YOUR OBJECTIVE:
The listing below must be duplicated in full, with nothing altered.

RECORDS PROVIDED:
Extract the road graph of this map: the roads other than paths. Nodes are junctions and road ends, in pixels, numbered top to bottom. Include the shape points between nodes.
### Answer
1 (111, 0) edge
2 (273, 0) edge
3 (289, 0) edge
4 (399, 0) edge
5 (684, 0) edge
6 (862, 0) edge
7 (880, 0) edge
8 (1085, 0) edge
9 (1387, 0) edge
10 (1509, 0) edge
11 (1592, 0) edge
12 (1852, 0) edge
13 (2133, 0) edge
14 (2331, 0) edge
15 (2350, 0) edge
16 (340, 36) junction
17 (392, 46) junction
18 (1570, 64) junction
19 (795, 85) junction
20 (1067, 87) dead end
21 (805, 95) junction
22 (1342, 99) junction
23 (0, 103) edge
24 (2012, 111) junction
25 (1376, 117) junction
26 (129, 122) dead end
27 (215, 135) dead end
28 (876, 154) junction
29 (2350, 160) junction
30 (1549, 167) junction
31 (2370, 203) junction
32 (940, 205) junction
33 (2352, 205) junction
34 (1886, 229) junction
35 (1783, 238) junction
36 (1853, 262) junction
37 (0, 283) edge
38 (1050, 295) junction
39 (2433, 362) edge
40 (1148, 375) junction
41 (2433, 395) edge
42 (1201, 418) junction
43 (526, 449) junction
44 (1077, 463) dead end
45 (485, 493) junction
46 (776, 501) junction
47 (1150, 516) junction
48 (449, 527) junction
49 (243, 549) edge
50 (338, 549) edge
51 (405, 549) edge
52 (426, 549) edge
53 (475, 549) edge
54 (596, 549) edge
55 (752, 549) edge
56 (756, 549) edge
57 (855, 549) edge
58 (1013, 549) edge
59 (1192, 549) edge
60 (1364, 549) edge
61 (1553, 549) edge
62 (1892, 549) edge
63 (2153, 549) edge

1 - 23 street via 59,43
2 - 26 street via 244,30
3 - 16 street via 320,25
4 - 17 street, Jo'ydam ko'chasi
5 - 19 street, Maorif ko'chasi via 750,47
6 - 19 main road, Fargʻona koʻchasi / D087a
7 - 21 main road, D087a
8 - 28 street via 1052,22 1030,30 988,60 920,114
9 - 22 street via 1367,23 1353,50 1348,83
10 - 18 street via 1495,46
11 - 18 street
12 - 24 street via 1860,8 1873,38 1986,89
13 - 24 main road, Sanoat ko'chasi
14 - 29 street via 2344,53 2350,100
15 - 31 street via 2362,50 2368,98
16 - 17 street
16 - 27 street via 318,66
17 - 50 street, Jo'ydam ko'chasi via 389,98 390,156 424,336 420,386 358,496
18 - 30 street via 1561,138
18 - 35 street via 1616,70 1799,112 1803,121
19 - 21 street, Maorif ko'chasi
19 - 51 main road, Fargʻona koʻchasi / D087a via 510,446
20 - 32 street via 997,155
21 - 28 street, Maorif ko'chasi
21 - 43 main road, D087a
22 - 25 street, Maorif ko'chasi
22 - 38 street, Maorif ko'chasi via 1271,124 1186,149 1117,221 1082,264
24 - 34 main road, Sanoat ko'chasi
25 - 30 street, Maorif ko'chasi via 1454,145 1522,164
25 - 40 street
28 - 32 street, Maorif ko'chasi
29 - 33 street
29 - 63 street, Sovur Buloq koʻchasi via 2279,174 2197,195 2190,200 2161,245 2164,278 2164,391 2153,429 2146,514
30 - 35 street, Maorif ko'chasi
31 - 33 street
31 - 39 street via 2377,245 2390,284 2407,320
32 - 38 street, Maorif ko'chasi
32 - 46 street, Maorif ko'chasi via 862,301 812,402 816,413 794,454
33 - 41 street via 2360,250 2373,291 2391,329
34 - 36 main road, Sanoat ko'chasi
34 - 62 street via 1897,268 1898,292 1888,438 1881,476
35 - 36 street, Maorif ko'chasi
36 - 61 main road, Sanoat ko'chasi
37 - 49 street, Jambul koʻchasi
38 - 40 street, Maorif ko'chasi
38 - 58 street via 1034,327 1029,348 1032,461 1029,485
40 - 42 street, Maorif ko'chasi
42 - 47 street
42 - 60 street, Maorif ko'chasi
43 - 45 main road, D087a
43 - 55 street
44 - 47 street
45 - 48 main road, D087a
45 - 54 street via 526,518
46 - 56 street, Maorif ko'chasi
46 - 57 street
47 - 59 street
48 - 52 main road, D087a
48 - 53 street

OUTPUT OF THE EXERCISE:
Extract the road graph of this map: the roads other than paths. Nodes are junctions and road ends, in pixels, numbered top to bottom. Include the shape points between nodes.
### Answer
1 (111, 0) edge
2 (273, 0) edge
3 (289, 0) edge
4 (399, 0) edge
5 (684, 0) edge
6 (862, 0) edge
7 (880, 0) edge
8 (1085, 0) edge
9 (1387, 0) edge
10 (1509, 0) edge
11 (1592, 0) edge
12 (1852, 0) edge
13 (2133, 0) edge
14 (2331, 0) edge
15 (2350, 0) edge
16 (340, 36) junction
17 (392, 46) junction
18 (1570, 64) junction
19 (795, 85) junction
20 (1067, 87) dead end
21 (805, 95) junction
22 (1342, 99) junction
23 (0, 103) edge
24 (2012, 111) junction
25 (1376, 117) junction
26 (129, 122) dead end
27 (215, 135) dead end
28 (876, 154) junction
29 (2350, 160) junction
30 (1549, 167) junction
31 (2370, 203) junction
32 (940, 205) junction
33 (2352, 205) junction
34 (1886, 229) junction
35 (1783, 238) junction
36 (1853, 262) junction
37 (0, 283) edge
38 (1050, 295) junction
39 (2433, 362) edge
40 (1148, 375) junction
41 (2433, 395) edge
42 (1201, 418) junction
43 (526, 449) junction
44 (1077, 463) dead end
45 (485, 493) junction
46 (776, 501) junction
47 (1150, 516) junction
48 (449, 527) junction
49 (243, 549) edge
50 (338, 549) edge
51 (405, 549) edge
52 (426, 549) edge
53 (475, 549) edge
54 (596, 549) edge
55 (752, 549) edge
56 (756, 549) edge
57 (855, 549) edge
58 (1013, 549) edge
59 (1192, 549) edge
60 (1364, 549) edge
61 (1553, 549) edge
62 (1892, 549) edge
63 (2153, 549) edge

1 - 23 street via 59,43
2 - 26 street via 244,30
3 - 16 street via 320,25
4 - 17 street, Jo'ydam ko'chasi
5 - 19 street, Maorif ko'chasi via 750,47
6 - 19 main road, Fargʻona koʻchasi / D087a
7 - 21 main road, D087a
8 - 28 street via 1052,22 1030,30 988,60 920,114
9 - 22 street via 1367,23 1353,50 1348,83
10 - 18 street via 1495,46
11 - 18 street
12 - 24 street via 1860,8 1873,38 1986,89
13 - 24 main road, Sanoat ko'chasi
14 - 29 street via 2344,53 2350,100
15 - 31 street via 2362,50 2368,98
16 - 17 street
16 - 27 street via 318,66
17 - 50 street, Jo'ydam ko'chasi via 389,98 390,156 424,336 420,386 358,496
18 - 30 street via 1561,138
18 - 35 street via 1616,70 1799,112 1803,121
19 - 21 street, Maorif ko'chasi
19 - 51 main road, Fargʻona koʻchasi / D087a via 510,446
20 - 32 street via 997,155
21 - 28 street, Maorif ko'chasi
21 - 43 main road, D087a
22 - 25 street, Maorif ko'chasi
22 - 38 street, Maorif ko'chasi via 1271,124 1186,149 1117,221 1082,264
24 - 34 main road, Sanoat ko'chasi
25 - 30 street, Maorif ko'chasi via 1454,145 1522,164
25 - 40 street
28 - 32 street, Maorif ko'chasi
29 - 33 street
29 - 63 street, Sovur Buloq koʻchasi via 2279,174 2197,195 2190,200 2161,245 2164,278 2164,391 2153,429 2146,514
30 - 35 street, Maorif ko'chasi
31 - 33 street
31 - 39 street via 2377,245 2390,284 2407,320
32 - 38 street, Maorif ko'chasi
32 - 46 street, Maorif ko'chasi via 862,301 812,402 816,413 794,454
33 - 41 street via 2360,250 2373,291 2391,329
34 - 36 main road, Sanoat ko'chasi
34 - 62 street via 1897,268 1898,292 1888,438 1881,476
35 - 36 street, Maorif ko'chasi
36 - 61 main road, Sanoat ko'chasi
37 - 49 street, Jambul koʻchasi
38 - 40 street, Maorif ko'chasi
38 - 58 street via 1034,327 1029,348 1032,461 1029,485
40 - 42 street, Maorif ko'chasi
42 - 47 street
42 - 60 street, Maorif ko'chasi
43 - 45 main road, D087a
43 - 55 street
44 - 47 street
45 - 48 main road, D087a
45 - 54 street via 526,518
46 - 56 street, Maorif ko'chasi
46 - 57 street
47 - 59 street
48 - 52 main road, D087a
48 - 53 street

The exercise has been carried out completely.